Encerrando sua tetralogia de filmes sobre tiranos –Hitler, Stalin e Hiroíto foram os temas de “Moloch”, “Taurus” e “O Sol”–, Sokurov parece dizer que, por mais vitorioso que se sinta o espírito iluminista do Ocidente, o mal sempre está pronto a retornar.
O fato de ser carregado de alegorias não tira as qualidades do filme. Algumas cenas têm, é verdade, o clássico defeito estético do gênero alegórico: não existem por conta própria, nem se explicam por si mesmas; só fazem sentido se atinarmos com sua “tradução” conceitual.

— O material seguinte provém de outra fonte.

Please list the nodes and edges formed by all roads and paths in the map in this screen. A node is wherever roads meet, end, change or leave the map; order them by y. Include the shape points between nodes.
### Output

Assim, a uma certa altura Fausto e Mefistófeles pegam carona numa carruagem, que transporta um nobre russo para Paris. O russo está dormindo, mas quando acorda expulsa, aos gritos, a dupla de lá de dentro. Não há motivo para esse episódio, exceto o de que, muito provavelmente, representa a velha Rússia, tradicional e mística, livrando-se das tentações do espírito ocidental. O sono do aristocrata corresponderia, assim, ao período soviético –quando as tentações de domínio racional sobre o mundo trouxeram consigo todas as consequências de um pacto com o diabo.
Mas o filme se sustenta admiravelmente sem esses episódios –e sem essas interpretações. A história de Goethe é adaptada com muita liberdade, e ganha mais plausibilidade psicológica aos olhos do espectador cinematográfico de hoje.

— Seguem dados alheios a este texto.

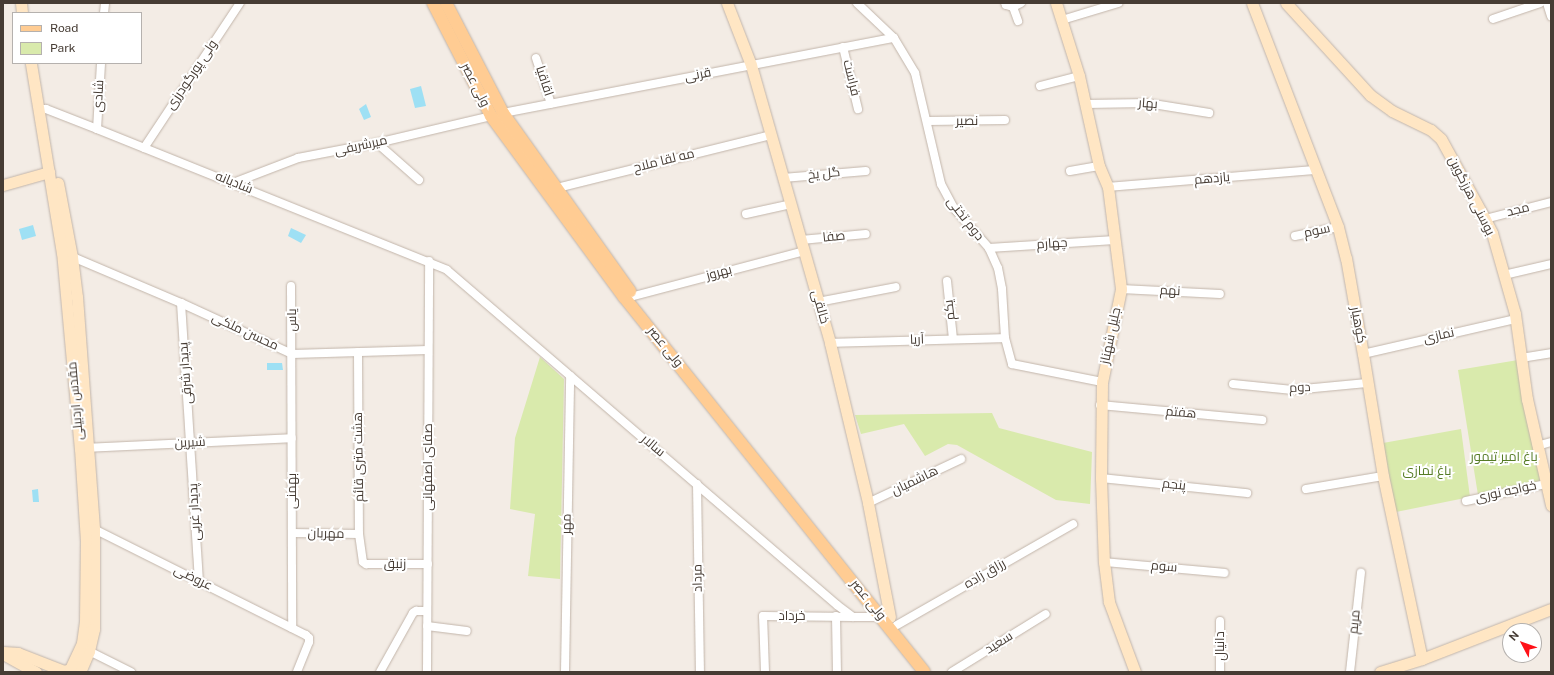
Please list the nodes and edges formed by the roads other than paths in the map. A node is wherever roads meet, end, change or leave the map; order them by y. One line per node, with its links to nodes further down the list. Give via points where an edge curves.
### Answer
1 (240, 3): 41 (street, ولی پورگودرزی)
2 (433, 3): 35 (main road, ولی عصر)
3 (446, 3): 35 (main road, ولی عصر)
4 (727, 3): 27 (street, خالقی)
5 (857, 3): 21 (street, دوم تختی)
6 (1005, 3): 15 (street)
7 (1021, 3): 15 (street)
8 (1056, 3): 18 (street, جلیل شهناز)
9 (1118, 3): 18 (street)
10 (1252, 3): 19 (street, کوهیار)
11 (1258, 3): 19 (street)
12 (1286, 3): 56 (street, بوسنی هرزگوین, via 1370,95 1392,111 1431,130 1441,139)
13 (1540, 3): 17 (street)
14 (1547, 3): 16 (street)
15 (1013, 7): 20 (street)
16 (1551, 16)
17 (1493, 19)
18 (1062, 20): 28 (street, جلیل شهناز)
19 (1258, 20): 43 (street, کوهیار)
20 (1018, 21)
21 (894, 38): 22 (street, قرنی); 37 (street, دوم تختی, via 915,73)
22 (843, 48): 27 (street, قرنی); 33 (street, فراست)
23 (536, 58): 30 (street, اقاقیا)
24 (31, 64): 32 (street, مقدس اردبیلی)
25 (38, 64): 32 (street, مقدس اردبیلی)
26 (101, 64): 38 (street, شادی)
27 (751, 65): 30 (street, قرنی); 39 (street, خالقی)
28 (1079, 76): 29 (street); 31 (street, جلیل شهناز)
29 (1040, 86)
30 (551, 104): 35 (street, قرنی)
31 (1086, 104): 34 (street, بهار, via 1147,103); 42 (street, جلیل شهناز)
32 (42, 109): 38 (street, شادیانه); 46 (street, مقدس اردبیلی)
33 (858, 109)
34 (1209, 113)
35 (497, 114): 40 (street, میرشریفی); 52 (main road, ولی عصر); 121 (main road, ولی عصر, via 624,297)
36 (1006, 120): 37 (street, نصیر)
37 (928, 121): 62 (street, دوم تختی, via 941,184 952,207)
38 (97, 129): 41 (street, شادیانه)
39 (770, 135): 47 (street, خالقی); 52 (street, مه لقا ملاح)
40 (377, 143): 48 (street); 49 (street, میرشریفی, via 298,158)
41 (144, 148): 49 (street, شادیانه)
42 (1099, 166): 45 (street); 51 (street, جلیل شهناز)
43 (1316, 170): 51 (street, یازدهم); 57 (street, کوهیار)
44 (866, 171): 47 (street, گل یخ)
45 (1070, 171)
46 (52, 172): 50 (street); 63 (street, مقدس اردبیلی)
47 (783, 178): 54 (street, خالقی)
48 (419, 180)
49 (233, 183): 64 (street, شادیانه)
50 (3, 185)
51 (1108, 187): 60 (street, جلیل شهناز)
52 (557, 188): 72 (main road, ولی عصر)
53 (1551, 202): 56 (street, مجد)
54 (790, 204): 55 (street); 61 (street, خالقی)
55 (746, 214)
56 (1485, 219): 66 (street, بوسنی هرزگوین, via 1492,233)
57 (1338, 227): 59 (street, سوم); 83 (street, کوهیار)
58 (866, 234): 61 (street, صفا)
59 (1295, 236)
60 (1115, 240): 62 (street, چهارم); 70 (street, جلیل شهناز)
61 (803, 246): 72 (street, بهروز); 73 (street, خالقی)
62 (988, 248): 76 (street, دوم تختی, via 998,268 1002,289)
63 (67, 255): 74 (street, محسن ملکی); 95 (street, مقدس اردبیلی)
64 (428, 261): 79 (street, صفای اصفهانی); 85 (street, سالار, via 447,270)
65 (1551, 264): 66 (street)
66 (1504, 275): 75 (street, بوسنی هرزگوین)
67 (947, 281): 77 (street, یکم)
68 (292, 286): 82 (street, یاس)
69 (896, 287): 73 (street)
70 (1121, 288): 71 (street, نهم); 86 (street, جلیل شهناز)
71 (1220, 294)
72 (634, 296): 121 (main road, ولی عصر)
73 (818, 302): 78 (street, خالقی)
74 (181, 303): 82 (street, محسن ملکی); 93 (street, پدیدار شرقی)
75 (1516, 319): 83 (street, نمازی); 84 (street, بوسنی هرزگوین)
76 (1005, 338): 77 (street, آریا); 86 (street, دوم تختی, via 1012,364)
77 (953, 339): 78 (street, آریا)
78 (830, 343): 104 (street, خالقی)
79 (428, 350): 80 (street, محسن ملکی); 112 (street, صفای اصفهانی)
80 (358, 352): 82 (street, محسن ملکی); 109 (street, هشت متری قائم)
81 (1551, 352): 84 (street)
82 (292, 354): 91 (street, بهمنی)
83 (1363, 354): 87 (street, کوهیار)
84 (1521, 358): 94 (street, بوسنی هرزگوین)
85 (570, 376): 99 (street, سالار); 135 (street, مهر)
86 (1102, 382): 89 (street, جلیل شهناز)
87 (1367, 383): 88 (street, دوم, via 1293,390); 97 (street, کوهیار)
88 (1233, 384)
89 (1100, 405): 90 (street, هفتم); 98 (street, جلیل شهناز)
90 (1262, 420)
91 (292, 438): 93 (street, شیرین); 108 (street, بهمنی)
92 (1551, 442): 94 (street)
93 (190, 443): 95 (street, شیرین); 115 (street, پدیدار غربی)
94 (1537, 446): 100 (street, بوسنی هرزگوین)
95 (84, 448): 107 (street, مقدس اردبیلی); 127 (street, مقدس اردبیلی, via 86,541 85,622 82,644 74,664 64,671 18,653)
96 (961, 458): 104 (street, هاشمیان)
97 (1383, 476): 101 (street); 128 (street, کوهیار)
98 (1101, 478): 102 (street, پنجم); 111 (street, جلیل شهناز)
99 (697, 484): 120 (street, سالار); 136 (street, مرداد)
100 (1546, 484): 103 (street, خواجه نوری); 105 (street, بوسنی هرزگوین)
101 (1306, 489)
102 (1247, 493)
103 (1466, 501)
104 (868, 503): 121 (street, خالقی)
105 (1551, 505)
106 (1073, 524): 121 (street, رزاق زاده)
107 (94, 529): 115 (street, عروضی); 126 (street, مقدس اردبیلی, via 95,605 94,629)
108 (292, 533): 109 (street, مهربان); 124 (street, بهمنی)
109 (359, 534): 110 (street, هشت متری قائم)
110 (363, 562): 112 (street, زنبق)
111 (1104, 562): 113 (street, سوم); 142 (street, جلیل شهناز, via 1109,602)
112 (428, 564): 117 (street, صفای اصفهانی)
113 (1224, 573)
114 (1361, 573): 144 (street, مریم)
115 (199, 581): 124 (street, عروضی)
116 (1551, 609): 128 (street)
117 (427, 611): 123 (street, صفای اصفهانی); 133 (street, via 413,613)
118 (1046, 614): 141 (street, سعید)
119 (836, 616): 120 (street, خرداد); 137 (street, خرداد, via 763,616); 138 (street)
120 (853, 617): 121 (street)
121 (890, 619): 139 (main road, ولی عصر); 140 (main road, ولی عصر)
122 (1220, 621): 143 (street, دانیال)
123 (427, 626): 125 (street); 134 (street, صفای اصفهانی)
124 (292, 628): 132 (street, عروضی, via 309,638)
125 (467, 631)
126 (89, 651): 130 (street, مقدس اردبیلی); 131 (street)
127 (3, 653): 129 (street)
128 (1422, 659): 145 (street)
129 (36, 672)
130 (80, 672)
131 (131, 672)
132 (297, 672)
133 (380, 672)
134 (427, 672)
135 (565, 672)
136 (700, 672)
137 (765, 672)
138 (837, 672)
139 (924, 672)
140 (934, 672)
141 (952, 672)
142 (1135, 672)
143 (1220, 672)
144 (1350, 672)
145 (1380, 672)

Fausto não assina tão depressa o seu pacto de sangue com Mefistófeles. O processo de sua sedução é bem mais longo, e tem uma característica maravilhosamente contemporânea. Ninguém, hoje em dia, se entrega ao diabo num único e consciente ato de vontade: as pessoas se corrompem aos poucos, e os males que vão fazendo se tornam objeto imediato de racionalizações.

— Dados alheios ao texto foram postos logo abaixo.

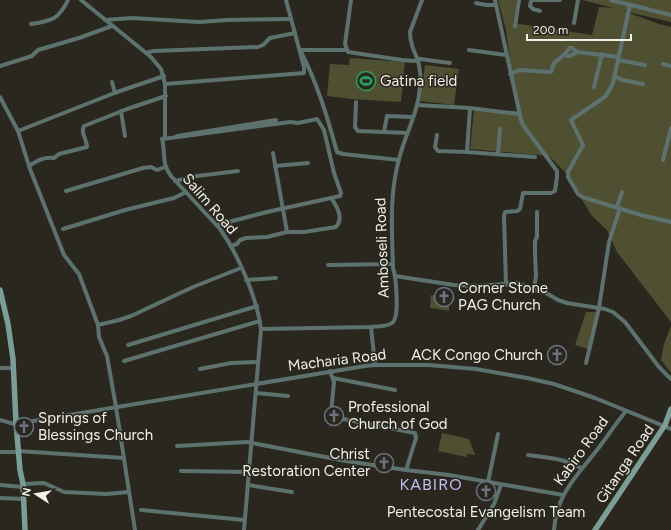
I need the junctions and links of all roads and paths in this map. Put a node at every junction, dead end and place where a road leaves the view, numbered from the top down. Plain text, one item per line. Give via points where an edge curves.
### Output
1 (68, 0) edge
2 (81, 0) edge
3 (286, 0) edge
4 (351, 0) edge
5 (422, 0) edge
6 (495, 0) edge
7 (519, 0) edge
8 (560, 0) edge
9 (578, 0) edge
10 (611, 0) edge
11 (476, 3) dead end
12 (496, 5) junction
13 (630, 5) junction
14 (540, 11) dead end
15 (671, 15) edge
16 (291, 19) junction
17 (105, 20) junction
18 (574, 23) dead end
19 (31, 24) dead end
20 (112, 26) junction
21 (515, 26) dead end
22 (295, 33) junction
23 (300, 50) junction
24 (346, 50) junction
25 (469, 50) dead end
26 (146, 53) junction
27 (602, 54) junction
28 (506, 55) junction
29 (619, 58) junction
30 (417, 60) junction
31 (450, 63) dead end
32 (663, 64) dead end
33 (645, 65) dead end
34 (0, 66) edge
35 (671, 66) edge
36 (510, 74) junction
37 (164, 76) junction
38 (615, 76) junction
39 (112, 82) dead end
40 (166, 84) junction
41 (643, 84) dead end
42 (594, 87) dead end
43 (115, 93) junction
44 (166, 96) junction
45 (0, 97) edge
46 (356, 102) dead end
47 (418, 105) junction
48 (470, 108) junction
49 (121, 111) junction
50 (519, 114) junction
51 (412, 117) junction
52 (276, 120) dead end
53 (671, 128) edge
54 (500, 129) dead end
55 (18, 130) junction
56 (384, 132) junction
57 (407, 133) junction
58 (437, 135) dead end
59 (125, 136) dead end
60 (164, 139) junction
61 (467, 152) junction
62 (273, 153) dead end
63 (498, 154) junction
64 (535, 157) dead end
65 (399, 160) junction
66 (663, 160) dead end
67 (308, 163) dead end
68 (29, 166) junction
69 (275, 166) junction
70 (165, 167) junction
71 (238, 171) dead end
72 (175, 181) junction
73 (66, 191) dead end
74 (186, 192) junction
75 (622, 192) dead end
76 (332, 199) junction
77 (619, 208) junction
78 (282, 209) junction
79 (537, 212) dead end
80 (671, 222) edge
81 (217, 225) junction
82 (63, 229) dead end
83 (286, 232) junction
84 (231, 246) junction
85 (393, 264) junction
86 (328, 265) dead end
87 (241, 268) junction
88 (395, 276) junction
89 (276, 278) dead end
90 (246, 280) junction
91 (506, 284) junction
92 (534, 289) junction
93 (0, 291) edge
94 (257, 306) junction
95 (599, 308) junction
96 (260, 321) junction
97 (98, 325) junction
98 (371, 326) junction
99 (261, 329) junction
100 (128, 345) dead end
101 (124, 361) dead end
102 (258, 362) junction
103 (586, 363) dead end
104 (375, 365) junction
105 (0, 368) edge
106 (14, 368) junction
107 (200, 369) dead end
108 (330, 371) junction
109 (333, 378) junction
110 (671, 379) edge
111 (256, 384) junction
112 (395, 390) dead end
113 (256, 393) junction
114 (288, 396) dead end
115 (116, 407) junction
116 (671, 409) edge
117 (626, 411) junction
118 (0, 420) edge
119 (16, 423) junction
120 (665, 425) junction
121 (671, 429) edge
122 (498, 434) dead end
123 (252, 443) junction
124 (177, 446) dead end
125 (0, 452) edge
126 (19, 452) junction
127 (528, 455) dead end
128 (124, 458) junction
129 (582, 468) junction
130 (406, 470) junction
131 (182, 471) dead end
132 (249, 472) junction
133 (488, 482) junction
134 (0, 485) edge
135 (23, 485) junction
136 (248, 485) junction
137 (501, 485) junction
138 (129, 492) junction
139 (292, 492) dead end
140 (563, 495) junction
141 (0, 498) edge
142 (24, 499) junction
143 (141, 510) dead end
144 (244, 520) junction
145 (25, 530) edge
146 (135, 530) edge
147 (244, 530) edge
148 (478, 530) edge
149 (554, 530) edge
150 (595, 530) edge

1 - 19 street via 57,18
2 - 17 street, Salim Road
3 - 16 street
4 - 24 street
5 - 30 street, Amboseli Road via 410,32 411,46
6 - 12 street
7 - 21 street
8 - 14 street via 532,0 530,6
9 - 18 street
10 - 13 street
11 - 12 street
12 - 28 street
13 - 15 street
13 - 29 street
16 - 17 street via 199,22 132,18
16 - 22 street
17 - 20 street, Salim Road
20 - 26 street, Salim Road
20 - 34 street via 38,50 32,56
22 - 23 street
22 - 26 street via 270,38 258,47
23 - 24 street
23 - 40 street via 305,72 302,74
23 - 65 street via 317,85 337,152
24 - 30 street via 351,54
25 - 28 street
26 - 37 street, Salim Road via 158,64
27 - 29 street
27 - 36 street via 577,52 567,56 566,53 554,63 551,72 520,70
27 - 42 street
28 - 36 street
29 - 33 street
29 - 38 street
30 - 31 street
30 - 47 street, Amboseli Road via 420,87
32 - 35 street
36 - 50 street
37 - 40 street, Salim Road
37 - 43 street
38 - 41 street
38 - 77 street via 606,96 571,120 583,145 568,172 568,177 582,197
39 - 43 street
40 - 44 street, Salim Road
43 - 55 street
44 - 49 street
44 - 60 street, Salim Road
45 - 55 street
46 - 56 street via 356,129
47 - 48 street
47 - 51 street, Amboseli Road
48 - 50 street
48 - 61 street
49 - 59 street
49 - 68 street via 84,126 82,133 87,147 54,158 45,157
50 - 91 street via 523,126 557,171 558,177 555,191 523,193 520,209 505,212
51 - 56 street via 387,116
51 - 57 street, Amboseli Road
52 - 60 street
53 - 66 street
54 - 63 street
55 - 68 street
56 - 57 street
57 - 65 street, Amboseli Road
58 - 61 street via 437,150
60 - 70 street, Salim Road
60 - 76 street via 317,119 324,130 341,193
61 - 63 street
62 - 69 street
63 - 64 street
65 - 85 street, Amboseli Road via 391,207
67 - 69 street
68 - 97 street via 64,255 79,274
69 - 78 street
70 - 72 street, Salim Road
70 - 73 street via 157,170 151,167 143,168
71 - 72 street
72 - 74 street, Salim Road
74 - 81 street, Salim Road
74 - 82 street via 174,198
75 - 77 street
76 - 78 street
76 - 83 street via 339,210 339,224 336,227
77 - 80 street
77 - 95 street via 609,242
78 - 81 street
78 - 83 street
79 - 92 street
81 - 84 street, Salim Road
83 - 84 street via 267,237 242,238
84 - 87 street, Salim Road
85 - 86 street
85 - 88 street, Amboseli Road
87 - 90 street, Salim Road
87 - 97 street via 131,316
88 - 91 street via 454,285
88 - 98 street, Amboseli Road via 394,320 387,325
89 - 90 street
90 - 94 street, Salim Road
91 - 92 street via 517,283
92 - 95 street via 567,303
93 - 106 street
94 - 96 street, Salim Road
94 - 100 street
95 - 103 street
95 - 110 street via 613,312 625,322
96 - 99 street, Salim Road
96 - 101 street
97 - 115 street via 99,338 107,356
98 - 99 street, Amboseli Road
98 - 104 street
99 - 102 street, Salim Road
102 - 107 street
102 - 111 street, Salim Road
104 - 108 street, Macharia Road
104 - 117 street, Macharia Road via 429,365 500,372 554,384
105 - 106 street
106 - 119 street
108 - 109 street
108 - 111 street, Macharia Road
109 - 112 street
109 - 130 street via 333,418 415,433 416,438
111 - 113 street, Salim Road
111 - 115 street, Macharia Road
113 - 114 street
113 - 123 street, Salim Road
115 - 119 street, Macharia Road
115 - 128 street
116 - 120 street, Gitanga Road
117 - 120 street, Macharia Road
117 - 129 street, Kabiro Road
118 - 119 street, Macharia Road
119 - 126 street
120 - 121 street, Macharia Road
120 - 150 street, Gitanga Road
122 - 133 street
123 - 124 street
123 - 130 street
123 - 132 street, Salim Road
125 - 126 street
126 - 128 street
126 - 135 street
127 - 129 street via 564,461
128 - 138 street
129 - 140 street, Kabiro Road
130 - 133 street
131 - 132 street
132 - 136 street, Salim Road
133 - 137 street
134 - 135 street
135 - 138 street via 44,483 64,492
135 - 142 street
136 - 139 street
136 - 144 street, Salim Road
137 - 140 street
137 - 148 street via 494,504
138 - 146 street
140 - 149 street, Kabiro Road via 554,521
141 - 142 street
142 - 145 street
143 - 144 street
144 - 147 street, Salim Road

O Fausto de Sokurov não mata voluntariamente o irmão de Margarida. Foram as circunstâncias, numa cena muito bem filmada na sua confusão; foi o próprio Mefistófeles; foi o tumulto na taverna… não sabemos direito, e nem mesmo está tão certo que o assassinado fosse mesmo irmão de Margarida. A moça, por sua vez, não é tão inocente assim: o pecado da sedução, modernamente, tem mais de um só responsável.
Outra diferença importante entre o filme e a peça de Goethe é que o Fausto de Sokurov não é só uma nobre alma sequiosa de vida e conhecimento. Está sofrendo da maior penúria material possível; para matar a fome, come até alguns órgãos do cadáver que disseca.
Cenas nojentas, mas não muitas, contrabalançam a grande beleza visual do filme: quadros de Brueghel e dos românticos alemães se reconstituem a todo momento, dentro do gosto de Sokurov pelos tons de verde, pela luz aquosa, que já aparecia em “Moloch”.
Tive preguiça de encarar o filme, com mais de duas horas de projeção. Mas não me arrependi nem me chateei. Ao contrário, dentro do seu espírito filosófico, alegórico, expressionista, o roteiro é muito movimentado, os diálogos entre Fausto e Mefistófeles (nos quais de vez em quando aparece uma citação de Goethe) são sempre vivos e interessantes. As legendas cochilam um bocado no começo –falas longas se reduzem a poucas palavras. Não é um filme que se recomende a todo mundo, mas saí entusiasmado do cinema.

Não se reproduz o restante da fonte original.